The groves, which are hubs of biodiversity, are found largely in Karnataka’s
Kodagu, or Coorg region. For the nature-loving Kodava community, Devara Kaadu
is a place of worship to appease its favourite deities. Over a hundred years
ago, there were more than a 1,000 such sacred groves in the region. Now there
are only 350 left.
We stopped by an old tree to catch our breath. We found the peace and
quiet overpowering. We had entered into the realms of an authentic untouched
forest, most revered by the Kodavas. Not even cows graze here. Were we
trespassing? What if the gods get angry?
Forest Deities
With so many questions welling up in our minds, we moved on. There is
not much of wildlife here. The tigers, wild dogs and flying squirrels are all
long gone; wild boars can be sighted occasionally but then it’s the Kodavas’
favourite dish. Then what was it about the forest that looked so intimidating?

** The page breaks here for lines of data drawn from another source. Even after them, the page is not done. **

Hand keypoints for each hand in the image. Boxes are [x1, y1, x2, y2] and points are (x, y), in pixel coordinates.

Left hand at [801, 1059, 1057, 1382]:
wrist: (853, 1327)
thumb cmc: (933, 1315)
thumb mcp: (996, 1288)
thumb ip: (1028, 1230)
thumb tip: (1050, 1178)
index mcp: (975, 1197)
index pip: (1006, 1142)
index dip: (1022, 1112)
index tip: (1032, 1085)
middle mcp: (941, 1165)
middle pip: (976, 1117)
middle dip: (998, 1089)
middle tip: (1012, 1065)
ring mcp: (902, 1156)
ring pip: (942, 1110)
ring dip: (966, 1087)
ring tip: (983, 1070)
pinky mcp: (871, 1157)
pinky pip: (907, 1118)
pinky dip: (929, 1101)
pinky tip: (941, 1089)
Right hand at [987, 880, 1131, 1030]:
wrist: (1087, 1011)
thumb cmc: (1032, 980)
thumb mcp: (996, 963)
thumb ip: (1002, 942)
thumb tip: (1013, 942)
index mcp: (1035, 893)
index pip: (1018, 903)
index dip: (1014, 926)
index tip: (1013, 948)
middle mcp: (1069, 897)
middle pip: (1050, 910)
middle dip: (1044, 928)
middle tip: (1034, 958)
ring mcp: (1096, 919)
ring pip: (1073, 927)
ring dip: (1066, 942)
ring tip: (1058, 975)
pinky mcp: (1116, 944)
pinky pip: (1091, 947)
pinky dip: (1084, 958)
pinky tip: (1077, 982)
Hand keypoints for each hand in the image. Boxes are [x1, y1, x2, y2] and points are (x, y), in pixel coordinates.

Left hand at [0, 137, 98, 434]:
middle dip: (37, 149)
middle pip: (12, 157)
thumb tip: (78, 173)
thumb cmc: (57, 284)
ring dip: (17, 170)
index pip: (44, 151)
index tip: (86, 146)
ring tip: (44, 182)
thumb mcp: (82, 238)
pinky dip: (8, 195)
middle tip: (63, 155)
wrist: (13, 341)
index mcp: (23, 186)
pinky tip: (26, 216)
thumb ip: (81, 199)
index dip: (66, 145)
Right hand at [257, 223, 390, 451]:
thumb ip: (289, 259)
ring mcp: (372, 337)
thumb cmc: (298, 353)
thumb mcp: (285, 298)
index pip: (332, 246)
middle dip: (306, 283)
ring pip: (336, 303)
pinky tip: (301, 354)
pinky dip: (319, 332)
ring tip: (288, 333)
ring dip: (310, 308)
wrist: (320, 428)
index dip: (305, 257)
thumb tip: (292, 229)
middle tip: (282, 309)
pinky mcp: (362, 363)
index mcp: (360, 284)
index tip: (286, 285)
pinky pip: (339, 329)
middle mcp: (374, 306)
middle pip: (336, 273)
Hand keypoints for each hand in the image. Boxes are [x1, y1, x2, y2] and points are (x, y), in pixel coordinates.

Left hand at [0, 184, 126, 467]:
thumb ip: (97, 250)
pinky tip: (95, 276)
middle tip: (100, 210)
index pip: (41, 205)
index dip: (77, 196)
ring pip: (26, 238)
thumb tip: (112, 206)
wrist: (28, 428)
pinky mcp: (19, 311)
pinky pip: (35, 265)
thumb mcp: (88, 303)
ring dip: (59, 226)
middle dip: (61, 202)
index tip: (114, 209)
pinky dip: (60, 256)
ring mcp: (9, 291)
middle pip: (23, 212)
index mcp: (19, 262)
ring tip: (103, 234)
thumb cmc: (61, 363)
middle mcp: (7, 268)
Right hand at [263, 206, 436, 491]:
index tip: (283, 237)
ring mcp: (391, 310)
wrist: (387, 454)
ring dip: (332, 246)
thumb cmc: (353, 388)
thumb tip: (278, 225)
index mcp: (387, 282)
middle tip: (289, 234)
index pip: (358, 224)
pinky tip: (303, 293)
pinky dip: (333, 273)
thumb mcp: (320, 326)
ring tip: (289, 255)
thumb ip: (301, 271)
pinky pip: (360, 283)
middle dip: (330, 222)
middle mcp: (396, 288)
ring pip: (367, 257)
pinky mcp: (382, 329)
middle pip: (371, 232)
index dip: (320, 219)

Was it the myth and stories that floated around these dark, eerie forests
working on our minds?
The screen of lush vegetation all around was very appeasing, but the
crunching leaves below were not. We kept an eye out for any camouflaged insects
and reptiles. Stepping on dead wood was equally dangerous; being hollow, they
crumble when you step on them.
At last we reached a sunlight-drenched clearing from where a path led to
the Bhagawati Temple; the sunlight lifted our spirits and reassured us.
The priest was not very welcoming though. His apprehension was
understandable. He did not want too many inquisitive travellers disturbing the
peace of the forest.
Most villages in Coorg have temples dedicated to deities such as Devi
Bhadrakali, Aiyyappa, Shiva or Iguthappa. These places of worship double up as
venues for numerous religious functions and celebrations, with the sacred
groves forming an impressive backdrop, changing colours with the season.
Sometimes new leaves on the huge trees look like red and yellow festoons,
fluttering away in the gentle breeze as if celebrating deep forest secrets.
Villagers were allowed to take wood and any edible fruits only from the
fringes; even today, the heart of the Devara Kaadu is untouched, unspoilt, and
pristine.
Sacred groves are an integral part of the shrines to which they are
attached. In every village, the sacred grove exists because of the temple.
The size of the sacred grove is not important; the world has a lot to
learn from the tradition of forest conservation that every village in Kodagu
upholds. Each grove has three common features: the deity, the temple forest and
the sacred tank. Tree diversity is high in these groves. Whoever said
conservation of forest began in the 21st century?
Myths To The Rescue
In and around our village, there are two prominent groves besides the
one we entered — in Kadanga near the Arupatt Temple and a smaller grove near
the Ishwara Temple in Chelavara.
The forests regenerate, thrive, and live entirely as nature deems fit.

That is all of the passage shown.